- Work to complete: List all the lines in these records that hold "Circle".
╔══
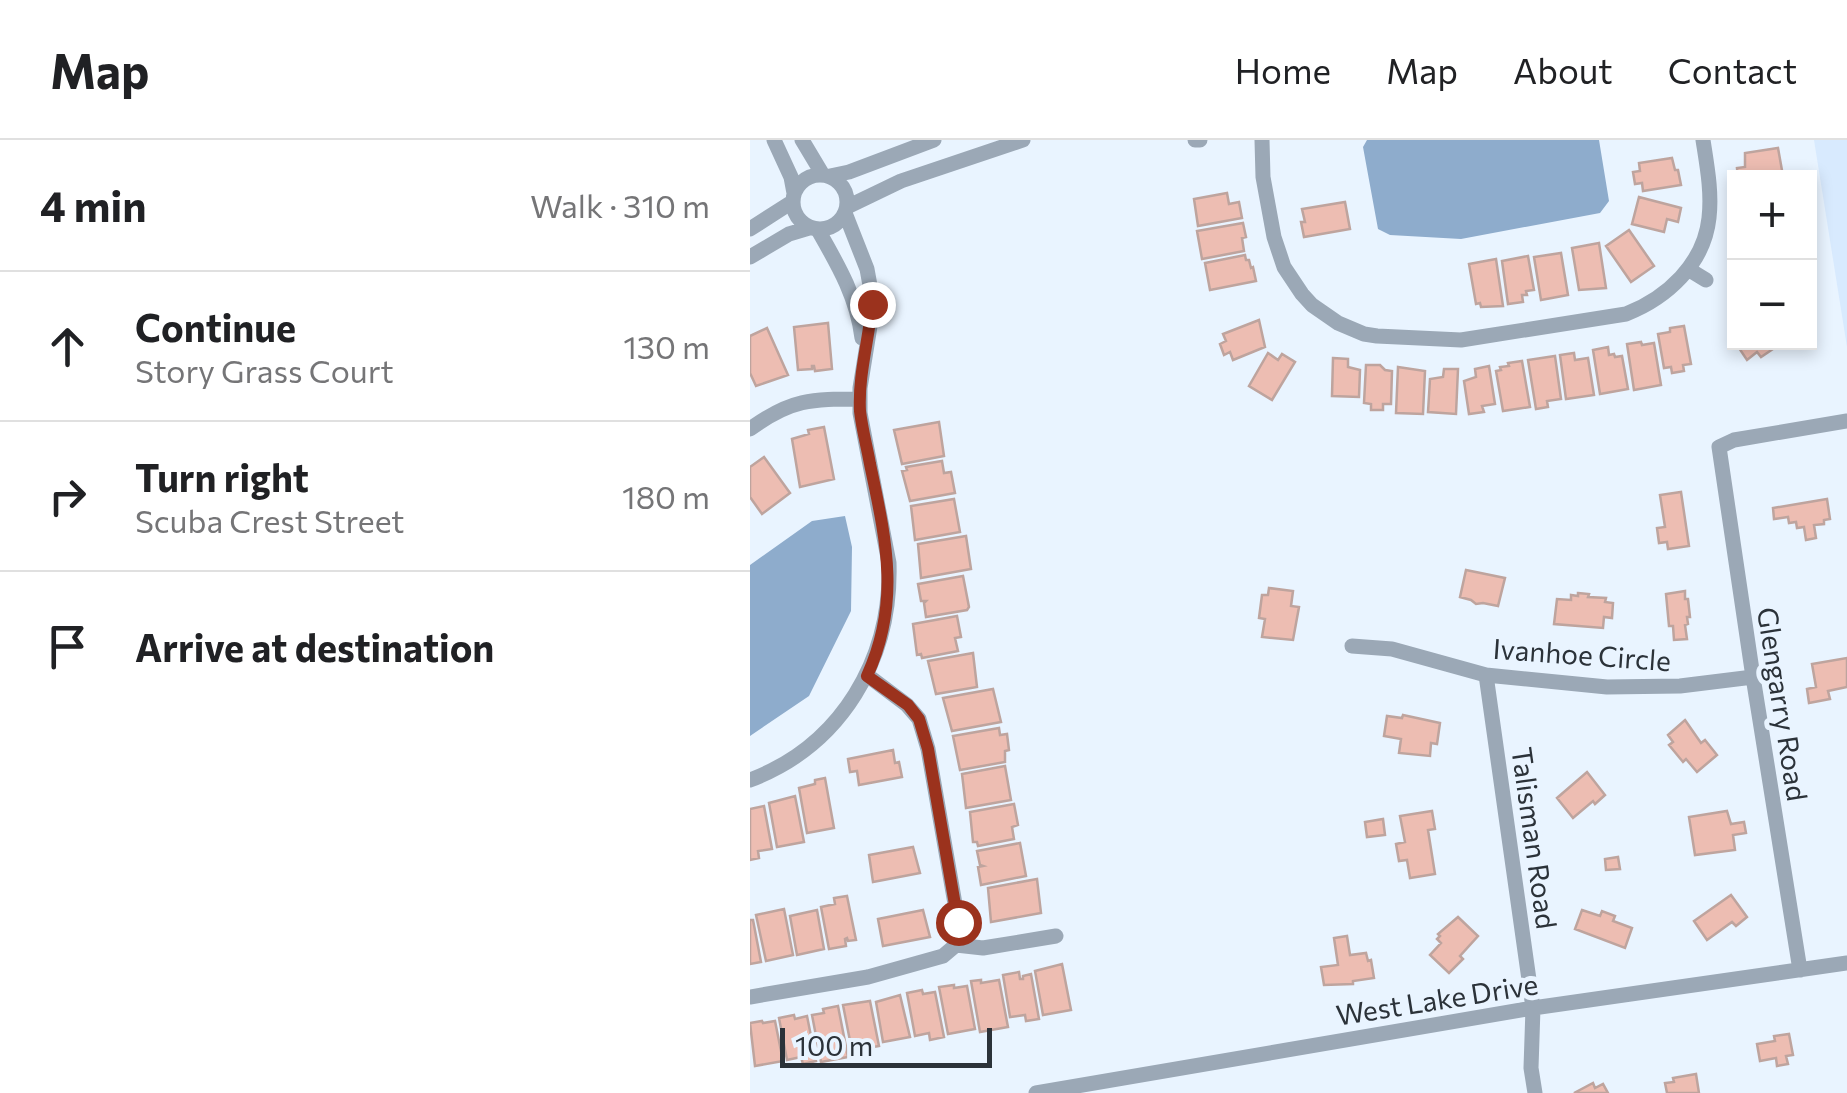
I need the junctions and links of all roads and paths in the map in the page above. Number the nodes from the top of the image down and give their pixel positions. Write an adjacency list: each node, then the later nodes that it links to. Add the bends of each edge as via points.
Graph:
1 (774, 140): 8 (street)
2 (802, 140): 7 (street)
3 (934, 140): 7 (street)
4 (1023, 140): 9 (street, via 902,181)
5 (1262, 140): 13 (street, via 1278,252 1307,312 1364,334 1470,340 1626,314 1657,299)
6 (1703, 140): 13 (street, via 1709,222)
7 (826, 175): 8 (street, via 808,177); 9 (street, via 846,192)
8 (793, 198): 10 (street); 11 (street, via 797,218)
9 (846, 210): 11 (street, via 834,226); 15 (street, via 871,290)
10 (750, 229)
11 (814, 229): 12 (street, via 788,234); 15 (street, via 853,296)
12 (750, 256)
13 (1688, 269): 14 (street)
14 (1706, 280)
15 (864, 362): 16 (street)
16 (860, 399): 18 (street, via 798,403); 21 (street, via 889,574 884,627)
17 (1847, 420): 22 (street, Glengarry Road, via 1719,446)
18 (750, 429)
19 (1352, 646): 20 (street, Ivanhoe Circle, via 1392,648)
20 (1486, 675): 22 (street, Ivanhoe Circle, via 1607,687); 29 (street, Talisman Road)
21 (867, 676): 23 (street, via 820,737); 25 (street, via 919,719 958,922)
22 (1752, 677): 27 (street, Glengarry Road)
23 (750, 780)
24 (1056, 936): 25 (street, via 983,948)
25 (956, 945): 28 (street, via 943,956 868,977)
26 (1847, 963): 27 (street, West Lake Drive)
27 (1800, 970): 29 (street, West Lake Drive)
28 (750, 997)
29 (1534, 1008): 30 (street, West Lake Drive); 31 (street, Talisman Road)
30 (1036, 1093)
31 (1535, 1093)

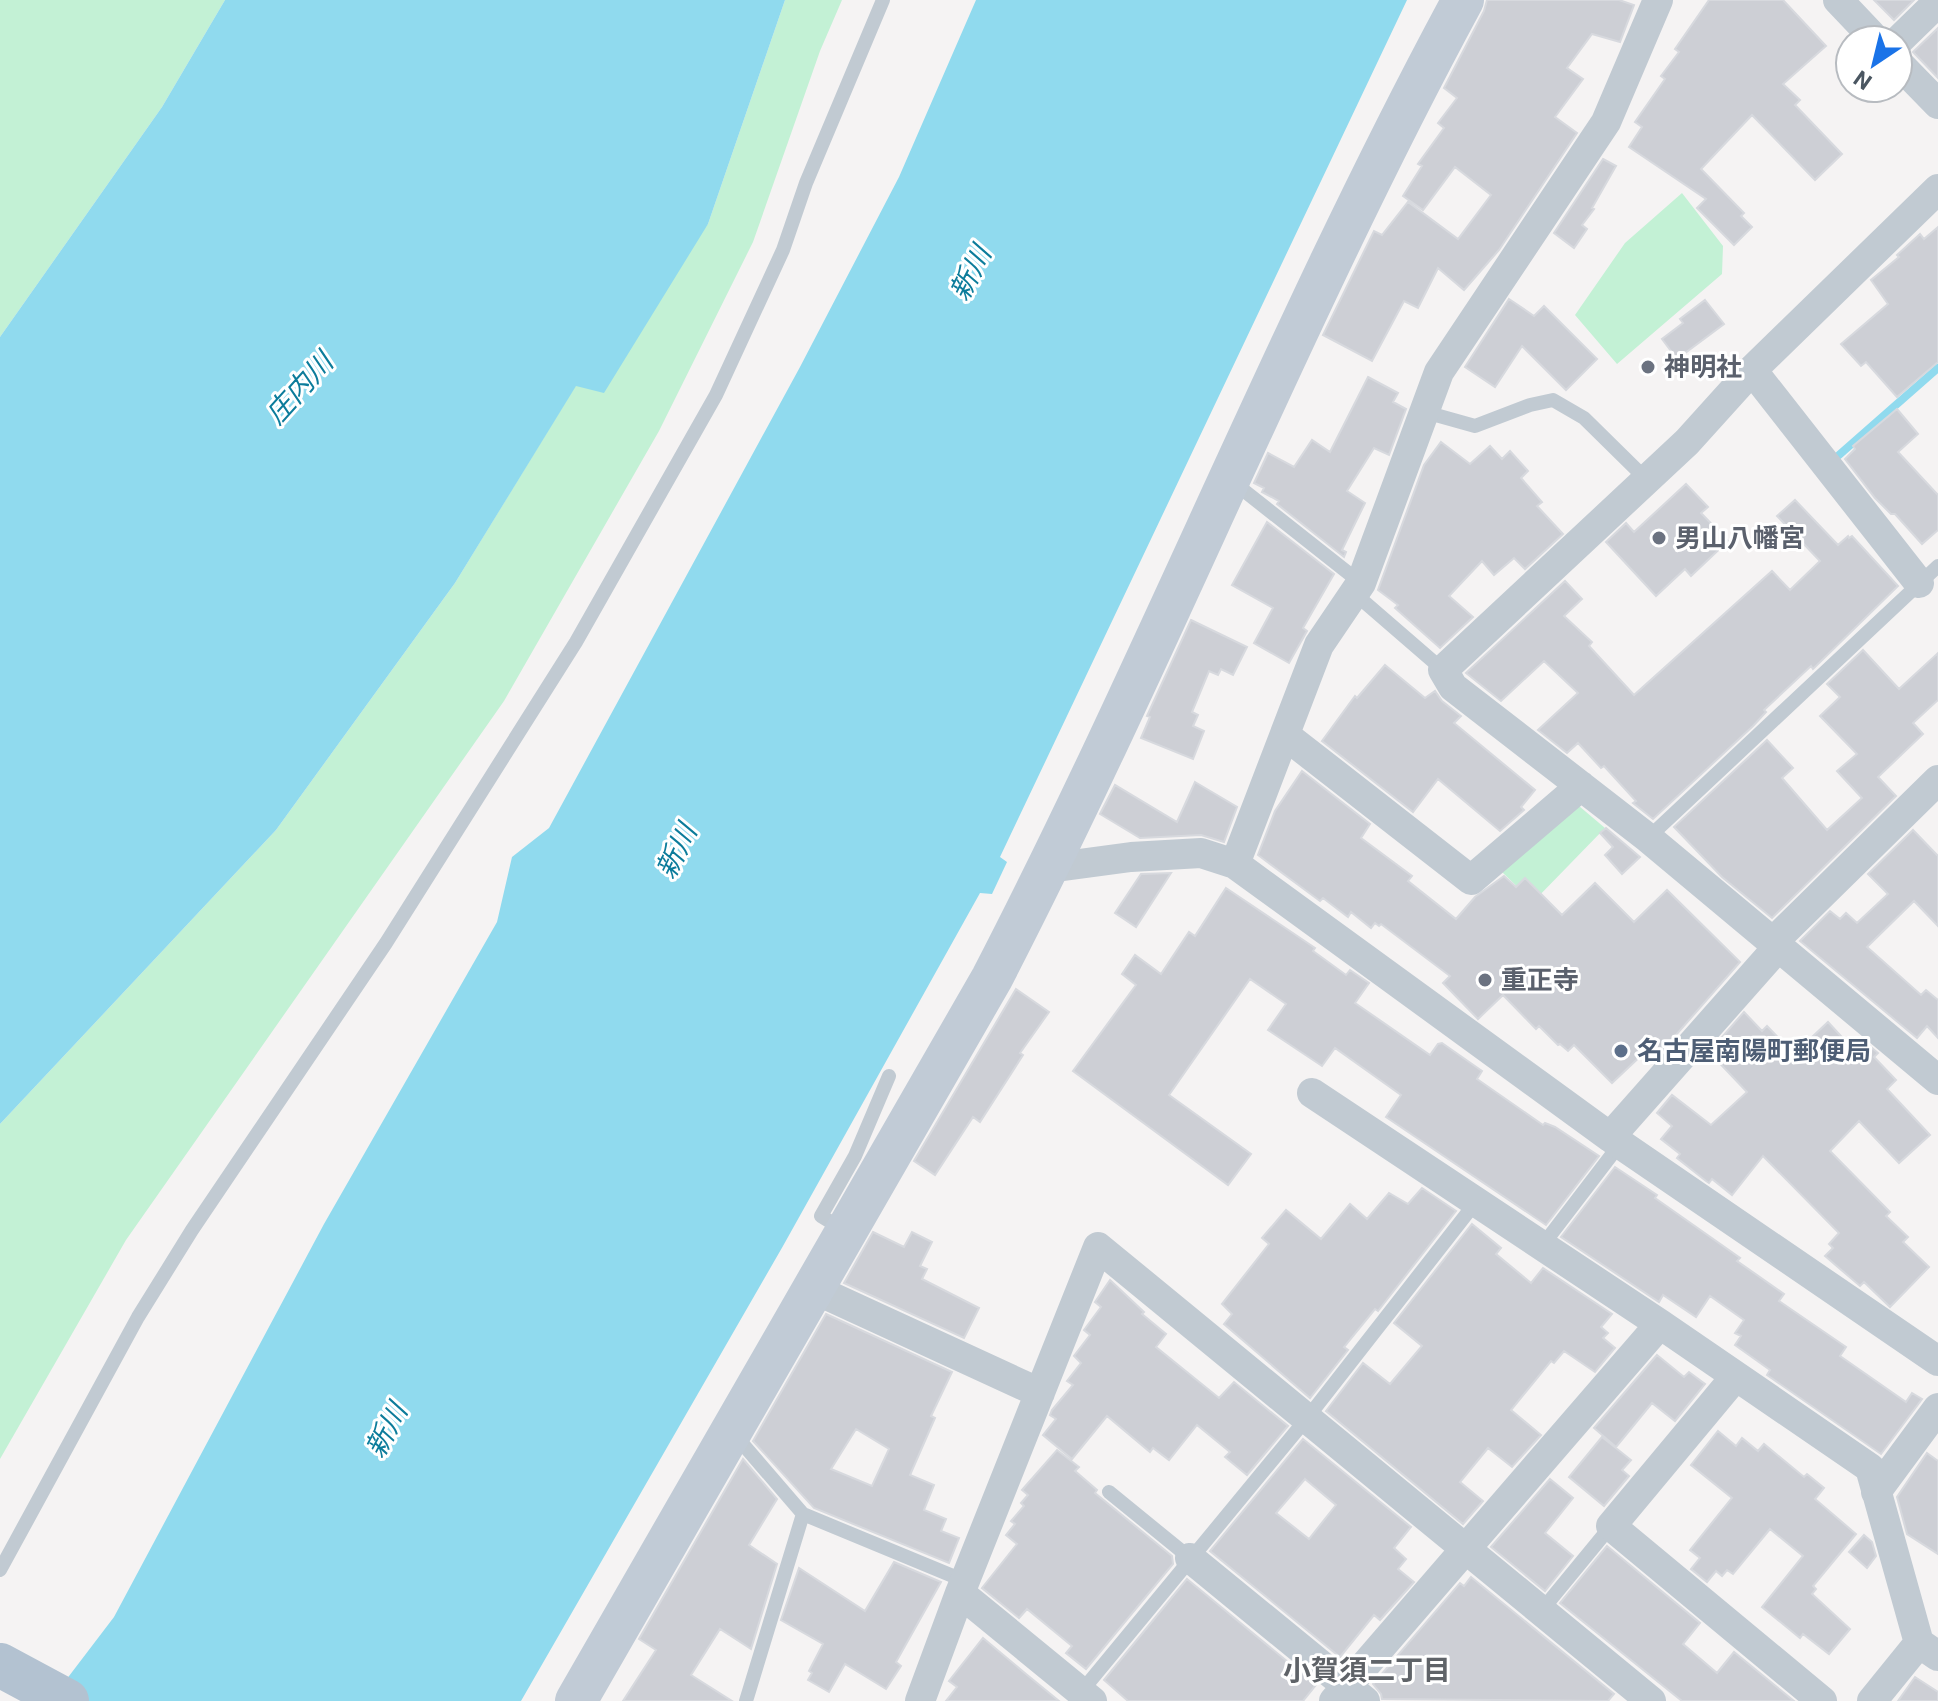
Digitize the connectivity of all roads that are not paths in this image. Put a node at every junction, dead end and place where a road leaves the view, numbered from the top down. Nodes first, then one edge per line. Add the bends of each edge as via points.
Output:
1 (883, 0) edge
2 (1463, 0) edge
3 (1658, 0) edge
4 (1838, 0) edge
5 (1938, 2) edge
6 (1861, 24) edge
7 (1914, 25) edge
8 (1914, 79) edge
9 (1938, 104) edge
10 (1938, 189) edge
11 (1752, 370) junction
12 (1425, 412) junction
13 (1229, 479) junction
14 (1647, 480) junction
15 (1928, 574) edge
16 (1358, 588) junction
17 (1443, 670) junction
18 (1285, 735) junction
19 (1938, 780) edge
20 (1581, 786) junction
21 (1648, 838) junction
22 (1235, 864) junction
23 (1049, 868) junction
24 (1776, 944) junction
25 (889, 1076) dead end
26 (1938, 1080) edge
27 (1312, 1093) dead end
28 (1615, 1141) junction
29 (1476, 1202) junction
30 (847, 1231) junction
31 (1542, 1246) junction
32 (814, 1289) junction
33 (1660, 1324) junction
34 (1938, 1361) edge
35 (1736, 1376) junction
36 (1040, 1393) junction
37 (1938, 1408) edge
38 (1308, 1417) junction
39 (732, 1431) junction
40 (1109, 1492) dead end
41 (1876, 1492) junction
42 (803, 1514) junction
43 (1611, 1526) junction
44 (1468, 1549) junction
45 (1190, 1558) junction
46 (0, 1570) edge
47 (963, 1587) junction
48 (1542, 1610) junction
49 (1928, 1650) edge
50 (0, 1665) edge
51 (1087, 1696) edge
52 (1348, 1696) edge
53 (581, 1699) edge
54 (67, 1701) edge
55 (746, 1701) edge
56 (920, 1701) edge
57 (1651, 1701) edge
58 (1822, 1701) edge
59 (1872, 1701) edge

1 - 46 lane via 783,250 716,395 559,668 386,943 138,1317
2 - 13 street via 1417,85
3 - 12 street via 1606,122 1439,372
4 - 6 street
5 - 7 street
8 - 9 street
10 - 11 street
11 - 14 street
11 - 15 street
12 - 14 lane via 1475,426 1553,400 1584,418
12 - 16 street
13 - 16 lane
13 - 23 street
14 - 17 street
15 - 21 lane
16 - 17 lane
16 - 18 street via 1319,645
17 - 20 street via 1453,687
18 - 20 street via 1471,880
18 - 22 street
19 - 24 street
20 - 21 street
21 - 24 street
22 - 23 street via 1201,853
22 - 28 street
23 - 30 street
24 - 26 street
24 - 28 street
25 - 30 lane via 855,1156 821,1216
27 - 29 street
28 - 31 lane
28 - 34 street
29 - 31 street
29 - 38 lane
30 - 32 street
31 - 33 street
32 - 36 street
32 - 39 street
33 - 35 street
33 - 44 street
35 - 41 street via 1870,1468
35 - 43 street
36 - 38 street via 1098,1247
36 - 47 street
37 - 41 street
38 - 44 street
38 - 45 lane
39 - 42 lane
39 - 53 street
40 - 45 lane
41 - 49 street
42 - 47 lane
42 - 55 lane
43 - 48 lane
43 - 58 street
44 - 48 street
44 - 52 street
45 - 51 lane
45 - 52 street
47 - 51 street
47 - 56 street
48 - 57 street
49 - 59 street
50 - 54 main road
╚══
- Answer:
19 (1352, 646): 20 (street, Ivanhoe Circle, via 1392,648)
20 (1486, 675): 22 (street, Ivanhoe Circle, via 1607,687); 29 (street, Talisman Road)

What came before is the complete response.